Please report, as a single number with no other text, how many lines of the listing contain "this".

[EXTRACTED DATA Boundary: Start]

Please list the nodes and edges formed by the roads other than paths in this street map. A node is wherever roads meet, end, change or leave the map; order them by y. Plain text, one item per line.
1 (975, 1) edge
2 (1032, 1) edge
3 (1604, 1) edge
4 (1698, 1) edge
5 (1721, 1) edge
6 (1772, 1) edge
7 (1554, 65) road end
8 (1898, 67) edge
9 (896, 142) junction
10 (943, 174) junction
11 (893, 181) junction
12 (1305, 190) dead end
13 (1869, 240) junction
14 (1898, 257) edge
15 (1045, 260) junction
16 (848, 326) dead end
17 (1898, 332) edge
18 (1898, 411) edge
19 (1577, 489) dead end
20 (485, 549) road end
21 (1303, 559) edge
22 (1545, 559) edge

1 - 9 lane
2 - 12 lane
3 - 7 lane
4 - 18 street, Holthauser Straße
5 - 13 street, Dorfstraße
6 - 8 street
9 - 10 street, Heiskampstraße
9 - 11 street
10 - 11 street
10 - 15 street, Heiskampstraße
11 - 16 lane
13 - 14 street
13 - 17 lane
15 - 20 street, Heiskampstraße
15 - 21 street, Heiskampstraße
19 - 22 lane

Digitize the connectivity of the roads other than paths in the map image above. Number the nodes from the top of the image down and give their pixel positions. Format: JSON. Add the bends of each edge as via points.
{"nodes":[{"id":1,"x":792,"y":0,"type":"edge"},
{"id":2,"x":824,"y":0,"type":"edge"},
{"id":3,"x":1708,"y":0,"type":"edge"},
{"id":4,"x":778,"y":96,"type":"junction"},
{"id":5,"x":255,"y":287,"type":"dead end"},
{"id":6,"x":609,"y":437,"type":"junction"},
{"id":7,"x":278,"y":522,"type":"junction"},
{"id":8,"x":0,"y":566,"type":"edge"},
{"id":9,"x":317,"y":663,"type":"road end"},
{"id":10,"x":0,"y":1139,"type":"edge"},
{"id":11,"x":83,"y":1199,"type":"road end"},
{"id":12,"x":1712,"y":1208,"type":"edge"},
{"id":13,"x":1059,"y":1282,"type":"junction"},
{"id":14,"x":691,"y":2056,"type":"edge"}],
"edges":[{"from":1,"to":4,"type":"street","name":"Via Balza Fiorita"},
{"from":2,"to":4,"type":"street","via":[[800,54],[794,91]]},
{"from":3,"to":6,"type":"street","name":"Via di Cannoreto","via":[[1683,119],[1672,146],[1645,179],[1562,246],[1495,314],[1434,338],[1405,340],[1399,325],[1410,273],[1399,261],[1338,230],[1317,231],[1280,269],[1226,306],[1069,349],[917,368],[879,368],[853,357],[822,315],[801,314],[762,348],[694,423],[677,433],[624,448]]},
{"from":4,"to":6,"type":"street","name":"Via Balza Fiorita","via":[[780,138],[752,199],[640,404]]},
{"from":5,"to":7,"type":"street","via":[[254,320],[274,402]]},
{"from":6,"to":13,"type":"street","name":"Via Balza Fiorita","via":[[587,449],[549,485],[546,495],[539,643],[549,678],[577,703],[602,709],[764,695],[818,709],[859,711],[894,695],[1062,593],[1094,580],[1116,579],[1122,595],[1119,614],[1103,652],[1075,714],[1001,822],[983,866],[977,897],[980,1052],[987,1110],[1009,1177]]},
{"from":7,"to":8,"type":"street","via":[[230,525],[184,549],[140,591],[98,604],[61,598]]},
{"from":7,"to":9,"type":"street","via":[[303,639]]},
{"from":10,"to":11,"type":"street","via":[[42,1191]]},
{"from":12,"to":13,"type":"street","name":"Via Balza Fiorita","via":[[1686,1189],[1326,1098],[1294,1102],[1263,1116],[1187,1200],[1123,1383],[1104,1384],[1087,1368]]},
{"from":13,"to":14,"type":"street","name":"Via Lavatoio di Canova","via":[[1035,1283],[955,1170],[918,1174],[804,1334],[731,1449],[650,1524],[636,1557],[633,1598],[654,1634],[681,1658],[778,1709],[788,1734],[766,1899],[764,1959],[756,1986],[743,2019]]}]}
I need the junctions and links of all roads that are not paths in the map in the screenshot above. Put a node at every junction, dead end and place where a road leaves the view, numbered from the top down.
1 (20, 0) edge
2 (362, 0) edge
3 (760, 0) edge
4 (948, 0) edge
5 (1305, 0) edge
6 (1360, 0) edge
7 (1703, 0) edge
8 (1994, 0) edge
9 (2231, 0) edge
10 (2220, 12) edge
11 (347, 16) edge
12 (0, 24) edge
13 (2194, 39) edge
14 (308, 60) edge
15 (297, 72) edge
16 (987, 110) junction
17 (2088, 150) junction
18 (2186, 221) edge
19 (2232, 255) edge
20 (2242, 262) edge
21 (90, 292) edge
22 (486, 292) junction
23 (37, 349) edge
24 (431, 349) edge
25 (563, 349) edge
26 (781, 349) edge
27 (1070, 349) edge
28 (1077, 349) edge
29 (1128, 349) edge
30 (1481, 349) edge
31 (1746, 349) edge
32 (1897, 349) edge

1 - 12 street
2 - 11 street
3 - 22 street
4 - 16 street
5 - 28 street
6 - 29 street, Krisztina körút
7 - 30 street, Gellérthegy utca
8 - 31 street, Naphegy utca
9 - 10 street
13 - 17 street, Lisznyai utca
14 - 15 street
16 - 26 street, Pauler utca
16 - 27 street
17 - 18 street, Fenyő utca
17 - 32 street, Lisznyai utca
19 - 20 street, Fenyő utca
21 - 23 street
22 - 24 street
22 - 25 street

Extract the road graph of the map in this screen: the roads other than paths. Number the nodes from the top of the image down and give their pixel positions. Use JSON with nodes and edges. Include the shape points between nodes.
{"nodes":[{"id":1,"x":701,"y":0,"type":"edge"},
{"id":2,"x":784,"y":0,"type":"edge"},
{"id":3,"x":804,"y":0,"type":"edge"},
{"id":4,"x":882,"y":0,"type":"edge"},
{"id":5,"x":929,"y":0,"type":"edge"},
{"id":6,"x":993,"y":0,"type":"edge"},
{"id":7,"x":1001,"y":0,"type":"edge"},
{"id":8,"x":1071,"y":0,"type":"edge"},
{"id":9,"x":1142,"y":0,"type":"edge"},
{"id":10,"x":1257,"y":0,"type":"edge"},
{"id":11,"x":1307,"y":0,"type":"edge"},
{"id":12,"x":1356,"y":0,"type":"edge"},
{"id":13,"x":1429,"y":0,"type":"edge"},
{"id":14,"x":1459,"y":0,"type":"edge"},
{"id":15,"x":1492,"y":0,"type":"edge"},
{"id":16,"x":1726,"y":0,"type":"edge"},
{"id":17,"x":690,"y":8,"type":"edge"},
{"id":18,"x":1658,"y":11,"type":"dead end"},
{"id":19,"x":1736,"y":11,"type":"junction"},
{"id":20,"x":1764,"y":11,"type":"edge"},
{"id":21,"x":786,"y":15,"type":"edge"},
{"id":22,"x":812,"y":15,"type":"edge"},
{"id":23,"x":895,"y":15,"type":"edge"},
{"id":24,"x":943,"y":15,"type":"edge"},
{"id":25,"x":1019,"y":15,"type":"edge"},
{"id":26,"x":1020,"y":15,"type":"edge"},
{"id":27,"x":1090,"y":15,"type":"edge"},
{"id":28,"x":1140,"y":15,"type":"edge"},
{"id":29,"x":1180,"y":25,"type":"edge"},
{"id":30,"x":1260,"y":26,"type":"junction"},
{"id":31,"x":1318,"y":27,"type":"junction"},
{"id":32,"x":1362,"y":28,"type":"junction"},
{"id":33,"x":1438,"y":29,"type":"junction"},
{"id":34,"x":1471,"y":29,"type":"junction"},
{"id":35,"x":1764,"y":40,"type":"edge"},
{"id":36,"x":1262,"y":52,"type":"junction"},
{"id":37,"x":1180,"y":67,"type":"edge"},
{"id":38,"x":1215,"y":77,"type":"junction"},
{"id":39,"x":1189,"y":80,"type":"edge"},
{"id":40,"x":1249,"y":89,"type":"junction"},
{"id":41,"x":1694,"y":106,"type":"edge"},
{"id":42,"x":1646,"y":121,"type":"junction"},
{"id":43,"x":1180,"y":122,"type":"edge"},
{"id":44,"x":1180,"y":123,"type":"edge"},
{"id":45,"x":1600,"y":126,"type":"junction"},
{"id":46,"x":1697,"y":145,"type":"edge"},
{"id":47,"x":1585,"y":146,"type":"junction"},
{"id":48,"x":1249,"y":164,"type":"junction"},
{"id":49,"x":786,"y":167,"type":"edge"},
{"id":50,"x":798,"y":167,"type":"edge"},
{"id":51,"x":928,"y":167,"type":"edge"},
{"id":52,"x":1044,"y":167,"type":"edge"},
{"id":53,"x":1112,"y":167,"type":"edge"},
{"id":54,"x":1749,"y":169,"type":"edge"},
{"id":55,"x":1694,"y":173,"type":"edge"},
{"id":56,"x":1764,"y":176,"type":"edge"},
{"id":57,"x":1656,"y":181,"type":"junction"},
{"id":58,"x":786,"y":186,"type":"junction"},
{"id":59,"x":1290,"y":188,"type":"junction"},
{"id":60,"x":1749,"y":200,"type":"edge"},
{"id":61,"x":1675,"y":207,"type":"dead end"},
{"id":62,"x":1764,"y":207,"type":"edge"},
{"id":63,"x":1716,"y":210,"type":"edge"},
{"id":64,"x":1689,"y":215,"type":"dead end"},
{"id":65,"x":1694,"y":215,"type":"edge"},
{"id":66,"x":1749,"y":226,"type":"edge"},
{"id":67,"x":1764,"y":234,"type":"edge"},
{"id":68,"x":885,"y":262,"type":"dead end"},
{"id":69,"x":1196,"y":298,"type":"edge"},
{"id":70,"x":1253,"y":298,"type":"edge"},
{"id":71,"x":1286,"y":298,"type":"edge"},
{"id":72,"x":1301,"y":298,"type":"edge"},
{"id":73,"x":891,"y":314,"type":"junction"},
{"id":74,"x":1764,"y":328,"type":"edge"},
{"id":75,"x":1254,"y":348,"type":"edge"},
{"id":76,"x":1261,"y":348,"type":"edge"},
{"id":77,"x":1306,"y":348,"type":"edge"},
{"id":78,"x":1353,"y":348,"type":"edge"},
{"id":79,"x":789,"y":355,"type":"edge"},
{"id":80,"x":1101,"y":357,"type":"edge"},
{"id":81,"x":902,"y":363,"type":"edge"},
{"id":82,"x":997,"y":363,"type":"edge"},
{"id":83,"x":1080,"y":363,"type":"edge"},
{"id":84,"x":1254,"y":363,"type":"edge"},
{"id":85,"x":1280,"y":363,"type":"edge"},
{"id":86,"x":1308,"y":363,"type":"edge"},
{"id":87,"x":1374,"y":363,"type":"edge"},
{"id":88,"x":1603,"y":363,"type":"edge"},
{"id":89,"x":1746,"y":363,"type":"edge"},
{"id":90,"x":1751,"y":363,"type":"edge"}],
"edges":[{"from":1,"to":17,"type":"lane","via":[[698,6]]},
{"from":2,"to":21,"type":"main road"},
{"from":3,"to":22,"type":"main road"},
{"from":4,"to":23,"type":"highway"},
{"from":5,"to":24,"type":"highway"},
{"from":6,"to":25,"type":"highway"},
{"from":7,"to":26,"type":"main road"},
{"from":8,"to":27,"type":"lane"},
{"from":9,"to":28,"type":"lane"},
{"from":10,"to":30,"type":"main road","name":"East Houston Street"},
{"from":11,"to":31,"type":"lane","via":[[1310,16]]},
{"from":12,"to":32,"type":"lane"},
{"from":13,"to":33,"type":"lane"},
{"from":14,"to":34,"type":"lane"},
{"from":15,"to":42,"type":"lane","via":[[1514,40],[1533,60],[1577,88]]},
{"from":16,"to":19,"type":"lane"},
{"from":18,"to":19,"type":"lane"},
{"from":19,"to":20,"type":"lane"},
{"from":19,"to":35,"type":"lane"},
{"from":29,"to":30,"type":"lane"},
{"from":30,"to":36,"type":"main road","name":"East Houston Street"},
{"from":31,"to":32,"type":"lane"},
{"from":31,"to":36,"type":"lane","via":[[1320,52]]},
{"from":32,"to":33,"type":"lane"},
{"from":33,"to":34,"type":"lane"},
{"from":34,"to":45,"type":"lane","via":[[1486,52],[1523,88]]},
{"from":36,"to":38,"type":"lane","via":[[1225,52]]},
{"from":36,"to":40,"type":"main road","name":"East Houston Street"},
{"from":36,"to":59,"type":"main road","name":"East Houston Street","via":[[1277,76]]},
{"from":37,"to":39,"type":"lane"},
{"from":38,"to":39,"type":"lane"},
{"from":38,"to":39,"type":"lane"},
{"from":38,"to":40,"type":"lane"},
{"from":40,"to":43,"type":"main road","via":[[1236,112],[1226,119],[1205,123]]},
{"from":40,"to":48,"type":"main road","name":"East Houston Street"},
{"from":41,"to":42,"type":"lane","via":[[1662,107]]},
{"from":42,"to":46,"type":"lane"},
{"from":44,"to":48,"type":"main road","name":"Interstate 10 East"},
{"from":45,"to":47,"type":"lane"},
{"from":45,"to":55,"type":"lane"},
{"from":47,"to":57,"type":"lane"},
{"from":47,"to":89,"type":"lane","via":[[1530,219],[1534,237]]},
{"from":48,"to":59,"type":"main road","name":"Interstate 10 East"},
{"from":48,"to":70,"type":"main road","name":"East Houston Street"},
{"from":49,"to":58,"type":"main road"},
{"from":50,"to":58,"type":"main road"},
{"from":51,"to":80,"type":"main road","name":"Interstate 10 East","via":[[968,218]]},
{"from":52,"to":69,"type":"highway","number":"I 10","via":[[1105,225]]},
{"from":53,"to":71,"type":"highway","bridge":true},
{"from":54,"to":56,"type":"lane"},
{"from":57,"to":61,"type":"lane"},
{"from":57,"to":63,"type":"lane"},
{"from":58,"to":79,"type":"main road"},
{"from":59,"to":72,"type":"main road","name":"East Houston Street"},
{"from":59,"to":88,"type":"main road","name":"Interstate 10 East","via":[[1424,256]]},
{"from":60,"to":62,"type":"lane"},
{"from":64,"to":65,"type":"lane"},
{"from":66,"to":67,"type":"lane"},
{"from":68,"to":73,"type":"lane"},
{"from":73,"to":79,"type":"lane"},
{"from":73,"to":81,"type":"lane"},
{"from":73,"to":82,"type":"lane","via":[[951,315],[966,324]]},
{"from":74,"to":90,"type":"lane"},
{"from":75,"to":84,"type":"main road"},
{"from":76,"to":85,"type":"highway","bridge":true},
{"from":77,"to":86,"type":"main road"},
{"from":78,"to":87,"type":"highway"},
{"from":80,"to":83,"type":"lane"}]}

[EXTRACTED DATA Boundary: End]

[RESULT BELOW] 2